(TASK INSTRUCTIONS) Go through the listing below and repeat it exactly, omitting each picture.

(EXERCISE INPUTS)
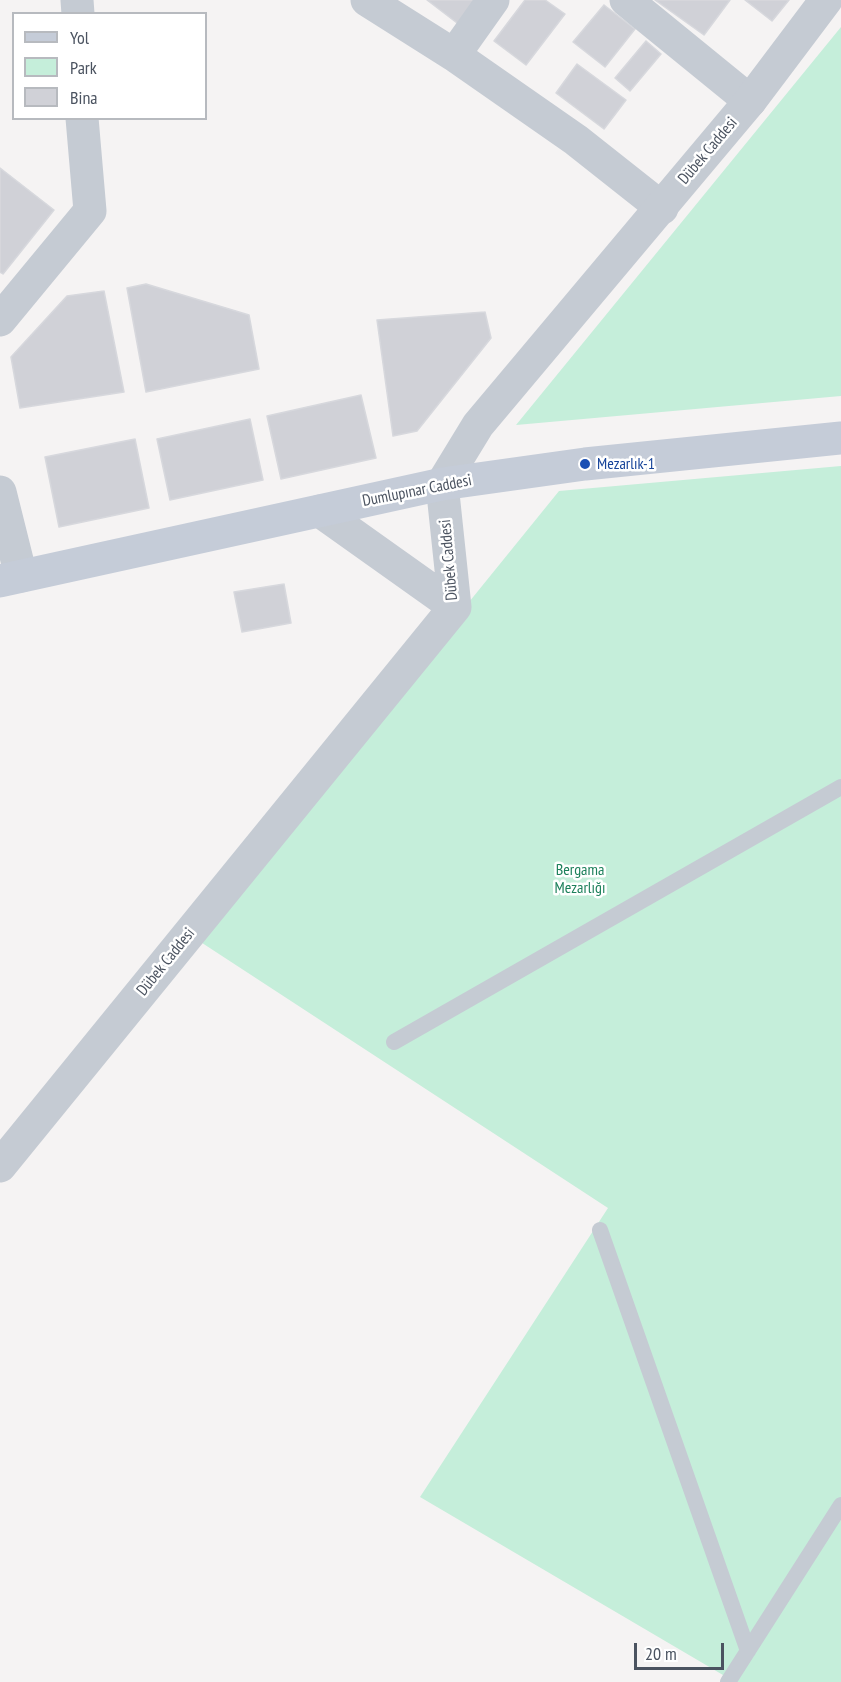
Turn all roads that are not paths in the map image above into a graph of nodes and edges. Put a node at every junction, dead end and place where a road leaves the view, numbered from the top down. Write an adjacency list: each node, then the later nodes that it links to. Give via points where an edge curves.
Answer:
1 (493, 0): 5 (street)
2 (626, 0): 6 (street)
3 (826, 0): 6 (street, Dübek Caddesi)
4 (379, 3): 5 (street)
5 (454, 55): 8 (street, via 576,140)
6 (750, 101): 8 (street, Dübek Caddesi)
7 (82, 120): 9 (street, via 90,211)
8 (662, 208): 11 (street, Dübek Caddesi, via 478,425)
9 (0, 320)
10 (841, 438): 11 (main road, Dumlupınar Caddesi, via 585,464)
11 (442, 484): 13 (main road, Dumlupınar Caddesi); 15 (street, Dübek Caddesi)
12 (0, 492): 14 (street)
13 (320, 511): 14 (main road, Dumlupınar Caddesi); 15 (street)
14 (10, 579)
15 (455, 607): 18 (street, Dübek Caddesi)
16 (841, 787): 17 (lane)
17 (394, 1042)
18 (0, 1166)
19 (600, 1230): 21 (lane)
20 (841, 1505): 21 (lane)
21 (748, 1652): 22 (lane)
22 (728, 1682)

(SOLVED EXERCISE)
Turn all roads that are not paths in the map image above into a graph of nodes and edges. Put a node at every junction, dead end and place where a road leaves the view, numbered from the top down. Write an adjacency list: each node, then the later nodes that it links to. Give via points where an edge curves.
Answer:
1 (493, 0): 5 (street)
2 (626, 0): 6 (street)
3 (826, 0): 6 (street, Dübek Caddesi)
4 (379, 3): 5 (street)
5 (454, 55): 8 (street, via 576,140)
6 (750, 101): 8 (street, Dübek Caddesi)
7 (82, 120): 9 (street, via 90,211)
8 (662, 208): 11 (street, Dübek Caddesi, via 478,425)
9 (0, 320)
10 (841, 438): 11 (main road, Dumlupınar Caddesi, via 585,464)
11 (442, 484): 13 (main road, Dumlupınar Caddesi); 15 (street, Dübek Caddesi)
12 (0, 492): 14 (street)
13 (320, 511): 14 (main road, Dumlupınar Caddesi); 15 (street)
14 (10, 579)
15 (455, 607): 18 (street, Dübek Caddesi)
16 (841, 787): 17 (lane)
17 (394, 1042)
18 (0, 1166)
19 (600, 1230): 21 (lane)
20 (841, 1505): 21 (lane)
21 (748, 1652): 22 (lane)
22 (728, 1682)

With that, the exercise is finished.